|Publication number||US6852025 B2|
|Application number||US 10/345,023|
|Publication date||Feb 8, 2005|
|Filing date||Jan 15, 2003|
|Priority date||Mar 11, 2002|
|Also published as||US20030171093, WO2003075701A1|
|Publication number||10345023, 345023, US 6852025 B2, US 6852025B2, US-B2-6852025, US6852025 B2, US6852025B2|
|Inventors||Pablo Gumucio Del Pozo|
|Original Assignee||Pablo Gumucio Del Pozo|
|Export Citation||BiBTeX, EndNote, RefMan|
|Patent Citations (17), Referenced by (4), Classifications (23), Legal Events (3)|
|External Links: USPTO, USPTO Assignment, Espacenet|
This invention refers to a vertical ventilator, that is, to a device able to provide a flow of air perpendicularly to the ground, equally usable outdoors and indoors; and that in outdoor use it simultaneously acts as provider of shade, so that this combined action, shade/airflow, signifies optimum environmental conditions for people that are beneath it.
Additionally and especially when used indoors, it can supply a flow of hot air, when necessary, with the same object of improving the environmental conditions beneath it.
Compared with conventional parasols, made up of a shaft of appropriate height, with a supporting baseplate, the shaft terminating on top in a parasol, strictly speaking. Parasols capable of generating a ventilation effect are also known, as, for example, the one that is described in the European patent EP0668733, in which a conventional parasol incorporates a fan in the upper end of its shaft that creates a flow of air projected downwards, that is towards the area covered by the parasol.

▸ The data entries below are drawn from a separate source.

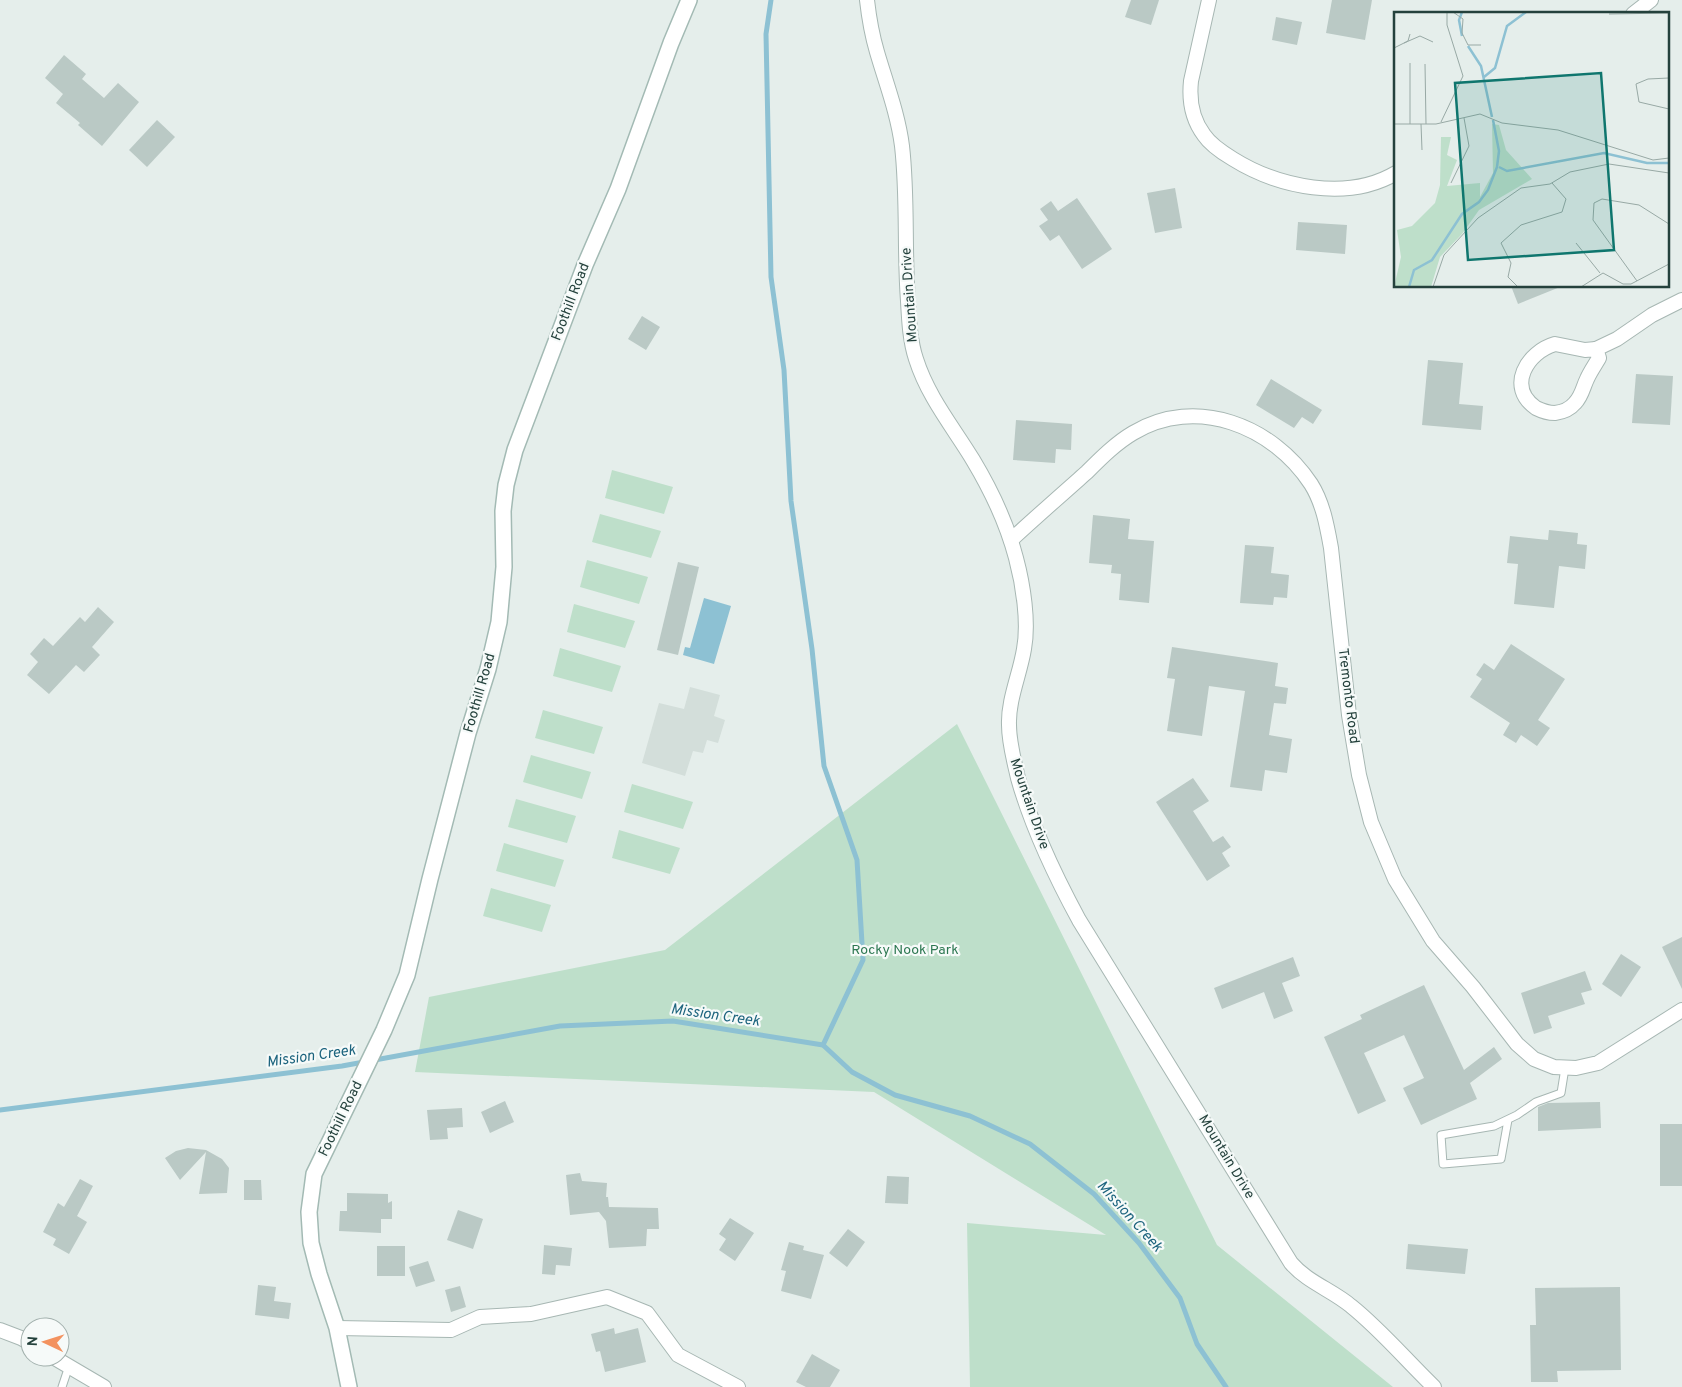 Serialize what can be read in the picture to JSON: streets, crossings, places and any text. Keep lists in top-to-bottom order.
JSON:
{
  "streets": {
    "main road": ["Foothill Road"],
    "street": ["Mountain Drive", "Tremonto Road"]
  },
  "crossings": [
    ["Mountain Drive", "Tremonto Road"]
  ],
  "water": ["Mission Creek"],
  "parks": ["Rocky Nook Park"],
  "north": "left"
}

The ventilator proposed by the invention is based on a totally different and novel structural concept; specifically in the fact that the parasol, strictly speaking, in comparison with the static and usually textile nature of conventional parasols, consists of a number of vanes, conveniently connected to a rotary core mounted with freedom to rotate on a column, so that said vanes, when rotating, constitute a sort of circular “curtain” that acts as a parasol on forming a barrier to the solar radiation.

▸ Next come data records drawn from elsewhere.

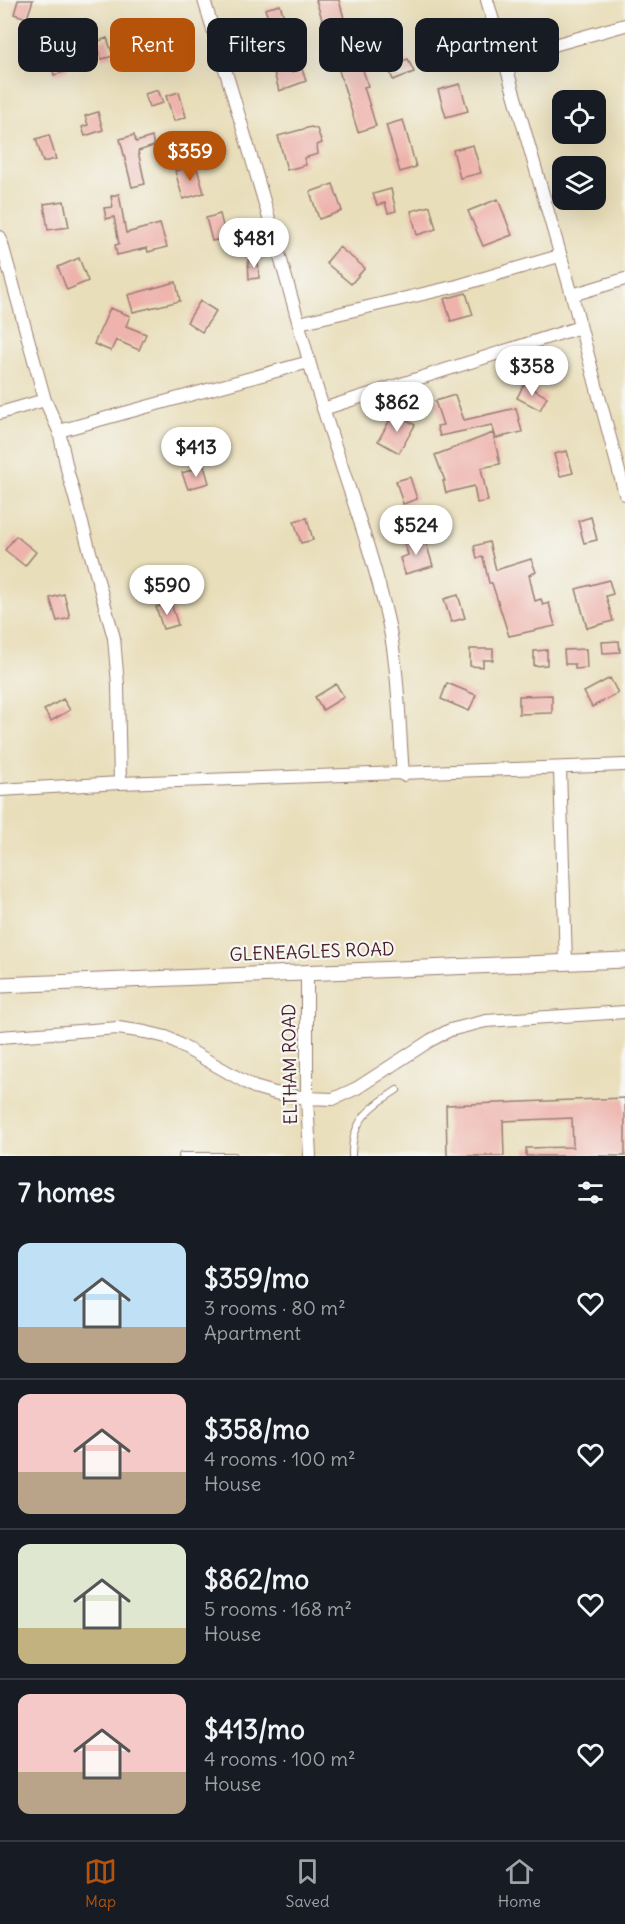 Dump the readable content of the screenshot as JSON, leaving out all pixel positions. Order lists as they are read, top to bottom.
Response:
{
  "streets": {
    "street": ["GLENEAGLES ROAD", "ELTHAM ROAD"]
  },
  "crossings": [
    ["GLENEAGLES ROAD", "ELTHAM ROAD"]
  ],
  "page": {
    "chip": [
      "Buy",
      "Rent",
      "Filters",
      "New",
      "Apartment"
    ],
    "price": [
      "$359",
      "$481",
      "$358",
      "$862",
      "$413",
      "$524",
      "$590"
    ],
    "heading": "7 homes",
    "list": [
      {
        "name": "$359/mo",
        "note": "3 rooms · 80 m² · Apartment"
      },
      {
        "name": "$358/mo",
        "note": "4 rooms · 100 m² · House"
      },
      {
        "name": "$862/mo",
        "note": "5 rooms · 168 m² · House"
      },
      {
        "name": "$413/mo",
        "note": "4 rooms · 100 m² · House"
      }
    ],
    "tabs": ["Map", "Saved", "Home"]
  }
}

For moving said vanes a motor installed in the supporting column that can act directly on the core that joins them; however preferably the motor will be placed in the baseplate or base of the column, and it will activate a fan, so that this latter, taking air from outside, will drive it in an upward direction along the column until reaching the upper core, from which it will radially pass to the vanes, which will be fitted with nozzles in their edges, as outlets for the air, so that, by a reaction effect, the jets of air at their exit from the vanes will cause the rotation of said vanes, and likewise a removal of the ambient air that surrounds the ventilator assembly.
An electrical circuit breaker, conveniently positioned, will, in any case, allow the operation of said motor, which can be remote from the aero-parasol, the same as the supplementary fan, so that a single motor-fan assembly, through appropriate ducts, can drive a set of vertical ventilators, with greater efficiency.
The same electrical circuit breaker, but preferably another placed beside the first, allows a closing of the supply circuit to the luminous internal spotlight, in which case the ventilator shaft must be of a translucent material.
In accordance with another of the characteristics of the invention, the possibility that within the ventilator shaft, and above the actual ventilator, a heating element, such as an electrical resistance for example, be placed, has also been envisaged; so that the ventilator is able to generate hot air, in which case another circuit breaker supplementing the previously mentioned ones, will be necessary.
It has also been envisaged that the vanes could be removable, for those cases in which, for example, space is limited; to this effect it being envisaged that the air-outlet nozzles, which can be located in any part of the vane, can also be placed in the actual shaft or in the core of the ventilator.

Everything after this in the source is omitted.